As I've stated, my goal is to "provide a platform for lisp programmers to
succeed in the marketplace."
That does NOT mean a project that is simply intellectually
challenging, interesting research, "cool",
or will just impress our friends and collegues.
It means doing something that can create real value in the marketplace.
I've been trying to describe a way forward in which the latter is not
in conflict with the former. In other words, something exciting and
interesting that can also be valuable.
This value is also more than just software, it is also
having the developers who can use it.
I think this has to involve using ACL in some form.
ACL has already been ported to run under Linux.
Franz has already developed AllegroStore which implements
a persistent object system, which I've worked on extensively.
I've already written a working web server (written in SilkScript)
that uses persistent objects,
and have developed a few simple applications, 100% web-browser user-interface.
I've already started working on a hardware page-level persistent object
system, which is working in the prototype stage.
I've already written a very fast simplified CLOS subset.
So I believe we're really quite far along towards my goals.
If we can continue to build upon the work I've done rather than
reimplement all this and other existing things,
I think we can make significant progress in a short time
if the efforts are put towards the right things.
The most significant work at the Language level is
o defining/building a module/library system that is totally object-based,
not source-code-file based. For example, the package system should
be completely re-thought. The export,import at the symbol level
o determine exactly what Silk and SilkScript includes/excludes
from Common Lisp.
o Maybe define a simple lisp kernel layer, in which Silk can use
There is effort needed for the development environment.
o Source Code Stepper
o "Interface Builder"
There is much work at the "system application" level that needs to be
done. I mention a few things, some are trivial, some are time
consuming, none of which will be particular difficult to write.
o Unix "cron", such that code is run at specified intervals
o Replace sendmail. Write SMTP, POP support
and implement the web-browser user interface for MH-like capability.
o A FAX system that allows documents to be received and sent
The web server itself can use some work:
o There is a whole lot of statistics and
tracking stuff that needs to be written for analyzing hits and
click-trails, etc, and displaying the results on a web-browser (wb)
This is really easy to do. All the "hits" are just objects,
it just a matter of "doing the math" and displaying the results.
o ECommerce - Check out http://www.viaweb.com for a *very impressive*
all-web-browser-based interface to building and using web-storefronts,
(this website is actually almost totallywritten in clisp!)
We need something like that that can be used for buying/selling
over the web
Actually, Rainer Joswig has made plenty of suggestions for
improvements/utilities for CL-HTTP, many of which are also applicable
for including in SilkServer.
I've been loath to publically criticize CL-HTTP, since John Mallery has
obviously put a tremendous amount of effort into it, but...

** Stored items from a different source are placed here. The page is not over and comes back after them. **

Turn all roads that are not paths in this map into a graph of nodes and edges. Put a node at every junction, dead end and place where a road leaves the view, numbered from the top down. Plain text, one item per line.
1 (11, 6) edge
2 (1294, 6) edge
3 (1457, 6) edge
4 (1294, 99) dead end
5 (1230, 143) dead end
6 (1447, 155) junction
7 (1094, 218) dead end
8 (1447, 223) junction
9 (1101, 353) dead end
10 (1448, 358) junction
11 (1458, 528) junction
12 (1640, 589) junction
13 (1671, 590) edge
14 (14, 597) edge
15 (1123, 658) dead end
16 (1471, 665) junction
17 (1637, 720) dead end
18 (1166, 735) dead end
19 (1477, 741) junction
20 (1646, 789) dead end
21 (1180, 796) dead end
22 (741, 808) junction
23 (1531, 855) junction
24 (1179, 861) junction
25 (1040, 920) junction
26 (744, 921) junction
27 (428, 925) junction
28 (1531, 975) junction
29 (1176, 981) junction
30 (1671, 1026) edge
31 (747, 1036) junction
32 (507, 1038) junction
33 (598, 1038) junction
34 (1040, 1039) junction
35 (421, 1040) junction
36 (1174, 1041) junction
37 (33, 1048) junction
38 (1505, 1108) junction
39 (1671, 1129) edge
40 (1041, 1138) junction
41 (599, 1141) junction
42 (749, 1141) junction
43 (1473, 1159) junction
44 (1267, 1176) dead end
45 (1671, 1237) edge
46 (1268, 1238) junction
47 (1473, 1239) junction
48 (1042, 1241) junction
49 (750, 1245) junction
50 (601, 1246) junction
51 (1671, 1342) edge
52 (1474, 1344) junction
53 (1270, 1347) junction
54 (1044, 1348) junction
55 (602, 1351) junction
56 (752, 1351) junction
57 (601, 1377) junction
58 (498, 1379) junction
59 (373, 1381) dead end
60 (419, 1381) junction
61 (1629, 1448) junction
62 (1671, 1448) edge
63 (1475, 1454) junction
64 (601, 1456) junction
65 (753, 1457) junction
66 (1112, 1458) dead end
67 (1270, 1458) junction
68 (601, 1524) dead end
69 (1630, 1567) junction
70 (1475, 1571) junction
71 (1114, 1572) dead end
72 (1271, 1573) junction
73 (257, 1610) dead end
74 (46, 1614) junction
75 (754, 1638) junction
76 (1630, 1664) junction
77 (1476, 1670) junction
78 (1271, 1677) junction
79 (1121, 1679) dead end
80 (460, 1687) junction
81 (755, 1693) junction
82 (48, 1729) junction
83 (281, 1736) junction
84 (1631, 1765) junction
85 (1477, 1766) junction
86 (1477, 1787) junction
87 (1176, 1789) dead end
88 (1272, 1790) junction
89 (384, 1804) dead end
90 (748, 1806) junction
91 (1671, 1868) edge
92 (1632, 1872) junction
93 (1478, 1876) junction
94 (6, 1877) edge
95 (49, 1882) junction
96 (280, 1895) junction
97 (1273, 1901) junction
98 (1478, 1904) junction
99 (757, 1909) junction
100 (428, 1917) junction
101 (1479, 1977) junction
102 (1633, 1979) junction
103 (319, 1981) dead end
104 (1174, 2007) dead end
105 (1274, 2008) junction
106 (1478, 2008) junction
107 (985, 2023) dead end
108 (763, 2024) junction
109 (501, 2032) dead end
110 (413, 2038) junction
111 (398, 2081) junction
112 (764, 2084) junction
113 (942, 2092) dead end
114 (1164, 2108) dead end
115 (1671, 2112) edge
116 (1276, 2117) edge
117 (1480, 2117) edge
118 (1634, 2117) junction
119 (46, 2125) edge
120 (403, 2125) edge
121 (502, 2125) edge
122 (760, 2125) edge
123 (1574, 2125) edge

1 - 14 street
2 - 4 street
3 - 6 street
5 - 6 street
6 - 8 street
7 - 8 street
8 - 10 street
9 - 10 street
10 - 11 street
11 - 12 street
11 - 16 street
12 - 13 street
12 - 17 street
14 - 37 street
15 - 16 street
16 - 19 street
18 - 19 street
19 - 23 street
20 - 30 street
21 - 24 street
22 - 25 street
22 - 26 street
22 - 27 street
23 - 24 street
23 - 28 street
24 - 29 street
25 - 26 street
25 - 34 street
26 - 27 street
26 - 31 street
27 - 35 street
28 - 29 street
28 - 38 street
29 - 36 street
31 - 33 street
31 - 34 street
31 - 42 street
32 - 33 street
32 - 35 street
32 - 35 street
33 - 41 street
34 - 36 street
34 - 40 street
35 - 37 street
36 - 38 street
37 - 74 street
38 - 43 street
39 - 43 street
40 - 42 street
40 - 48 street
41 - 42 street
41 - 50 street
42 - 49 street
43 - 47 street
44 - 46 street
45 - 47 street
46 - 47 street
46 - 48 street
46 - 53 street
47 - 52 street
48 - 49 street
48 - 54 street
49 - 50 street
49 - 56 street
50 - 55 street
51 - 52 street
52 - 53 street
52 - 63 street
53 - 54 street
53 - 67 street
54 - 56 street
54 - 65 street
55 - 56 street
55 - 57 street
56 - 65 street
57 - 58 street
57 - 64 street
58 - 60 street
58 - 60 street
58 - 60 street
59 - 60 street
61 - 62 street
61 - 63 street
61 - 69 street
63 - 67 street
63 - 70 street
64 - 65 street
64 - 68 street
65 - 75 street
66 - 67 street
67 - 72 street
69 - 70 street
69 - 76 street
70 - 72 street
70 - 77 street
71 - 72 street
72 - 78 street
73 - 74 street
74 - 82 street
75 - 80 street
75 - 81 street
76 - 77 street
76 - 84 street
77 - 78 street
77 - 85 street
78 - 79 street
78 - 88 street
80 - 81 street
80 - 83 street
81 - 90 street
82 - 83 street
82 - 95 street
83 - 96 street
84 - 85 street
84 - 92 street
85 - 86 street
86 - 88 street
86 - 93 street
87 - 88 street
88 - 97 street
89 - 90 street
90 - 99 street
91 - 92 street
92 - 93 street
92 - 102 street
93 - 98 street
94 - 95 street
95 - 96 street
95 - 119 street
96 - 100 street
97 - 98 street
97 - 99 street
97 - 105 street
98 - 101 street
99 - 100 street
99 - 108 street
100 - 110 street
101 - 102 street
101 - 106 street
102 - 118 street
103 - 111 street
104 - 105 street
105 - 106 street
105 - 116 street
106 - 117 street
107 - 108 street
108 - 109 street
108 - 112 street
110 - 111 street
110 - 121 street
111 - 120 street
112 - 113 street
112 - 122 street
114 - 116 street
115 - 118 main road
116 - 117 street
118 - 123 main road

> [CL-HTTP] tries to actually handle HTTP. It does support all
> the HTTP stuff and more. HTTP *is* complicated.
This is one of the problems!
CL-HTTP has taken even the worst of HTTP and then added its own
"abstraction" layers on top! It is MORE complicated to create
and maintain a website than it ever was before.
CL-HTTP will not attract anyone to use Lisp. It will only be used
by existing Lisp programmers, and even they have a lot of problems
trying to use it.
SilkServer has taken a very different approach.
It makes everything simpler by only *using* HTTP
to provide higher-level and simpler functionality.
P.S. Perhaps I should ask people to send me mail directly if
they would like to help me work on my SilkMachine project.
I'll be meeting with Franz Inc. management very soon, and I'll
need to have some idea of how much outside development support
I can rely on for getting this project implemented.